GOVERNMENT should not peg the exchange rate of the bond note, allowing it to float freely within the multi-currency system as a first step towards the introduction of a proper local currency, a local economist has said.
BY MTHANDAZO NYONI
The controversial bond notes, which were introduced in 2016 as the government sought to ease a critical shortage of bank notes, are pegged at 1:1 with the US dollar although their value is 60% lower on the parallel market.
Addressing delegates at the just-ended Confederation of Zimbabwe Industries annual congress in Bulawayo, University of Zimbabwe economics professor and former government advisor Ashok Chakravarti said the bond note was a surrogate local currency and not an alternate to the US dollar.
“It (bond note) is over 50% of currency in circulation,” he said.
“The peg between the bond note and US dollar should be removed and it should be allowed to float freely within the multi-currency system.
“This will be first stepping stone towards the introduction of a proper local currency. (Also) the bond notes released should be limited to $500 million.”
Chakravarti said 50% of forex earned by exporters (65% by the mining sector) should be surrendered to the central bank for essential imports such as fuel, power, wheat, cooking oil and so forth.
“This will control inflation,” he said.
The balance of 50% should be liberalised so that exporters or diasporans could freely sell their forex at market-determined exchange rates.
He also proposed that new foreign currency accounts (FCAs) should be created where real US dollars could be deposited and withdrawn freely.
He said a legal instrument indicating that this was private property and could not be taken by the state should be enacted.
He also called for a swap of real-time gross settlement (RTGS) deposits for long-term bond which extinguishes treasury bills (TBs) and overdraft.
With this, the balance sheet of financial system would shrink and improve, he said.
Chakravarti said if such proposals were implemented, bond notes would circulate within Zimbabwe and improve the cash situation while new foreign investors would know that the value of their investment was guaranteed through FCAs.
“More US dollars will come into the market and improve the cash and forex situation,” he said.
“Industrial competitiveness will improve due to depreciation of RTGS and increased earnings from exports. Exports will be boosted and imports discouraged.”
Chakravarti said inflation would be kept under control because prices of essential items are controlled and such importers would continue to get forex at 1:1
“The Zimbabwe Revenue Authority will gain significant additional revenue from revaluation of imported goods at a higher exchange rate,” Chakravarti said.
However, some delegates said the proposals were not reflective of the situation on the ground and called on the government to consult businesses on monetary issues.

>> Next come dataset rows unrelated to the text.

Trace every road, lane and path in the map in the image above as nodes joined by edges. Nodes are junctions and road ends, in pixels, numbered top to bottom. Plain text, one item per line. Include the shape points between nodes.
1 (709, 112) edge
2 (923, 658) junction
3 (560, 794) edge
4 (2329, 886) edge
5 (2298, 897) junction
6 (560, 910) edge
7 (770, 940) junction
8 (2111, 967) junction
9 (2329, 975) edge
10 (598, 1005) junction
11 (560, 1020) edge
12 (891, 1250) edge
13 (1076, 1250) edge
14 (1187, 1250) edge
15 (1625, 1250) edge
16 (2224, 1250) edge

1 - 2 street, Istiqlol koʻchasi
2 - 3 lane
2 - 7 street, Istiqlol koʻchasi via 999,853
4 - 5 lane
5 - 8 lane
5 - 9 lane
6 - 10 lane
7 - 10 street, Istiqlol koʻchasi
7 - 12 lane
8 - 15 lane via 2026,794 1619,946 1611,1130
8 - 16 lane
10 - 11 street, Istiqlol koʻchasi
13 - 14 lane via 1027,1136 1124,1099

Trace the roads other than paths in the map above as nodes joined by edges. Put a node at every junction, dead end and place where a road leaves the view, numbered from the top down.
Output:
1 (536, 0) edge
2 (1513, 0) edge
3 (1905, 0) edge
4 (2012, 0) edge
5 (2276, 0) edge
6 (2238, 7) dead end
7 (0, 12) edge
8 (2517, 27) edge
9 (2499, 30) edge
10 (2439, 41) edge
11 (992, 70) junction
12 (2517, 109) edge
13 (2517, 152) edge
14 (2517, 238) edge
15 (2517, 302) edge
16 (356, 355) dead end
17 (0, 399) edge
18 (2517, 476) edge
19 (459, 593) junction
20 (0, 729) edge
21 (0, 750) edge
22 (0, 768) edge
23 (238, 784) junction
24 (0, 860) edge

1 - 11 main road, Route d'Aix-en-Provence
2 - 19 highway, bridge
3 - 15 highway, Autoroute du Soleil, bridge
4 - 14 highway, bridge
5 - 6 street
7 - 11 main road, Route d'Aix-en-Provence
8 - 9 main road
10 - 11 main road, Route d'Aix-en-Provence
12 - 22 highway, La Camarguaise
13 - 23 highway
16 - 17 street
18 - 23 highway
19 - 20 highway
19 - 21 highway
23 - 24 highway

Reserve Bank of Zimbabwe deputy governor Jesimen Chipika said currency reforms should be done gradually to avoid sliding back to the 2008 scenario.
“He (Chakravarti) talked about the conditions. These are the conditions, a high and sustainable GDP growth, foreign reserves of about three months import cover and we are looking at about $1 billion of import cover should be in the central bank. Otherwise if we quickly introduce a local currency, we will go back to 2008 and we don’t want that,” she said.
Agribank head of strategy and marketing Joseph Mverecha said while he agreed with the proposals by Chakravarti, government should first secure a foreign exchange package to cover its wage bill for about three months.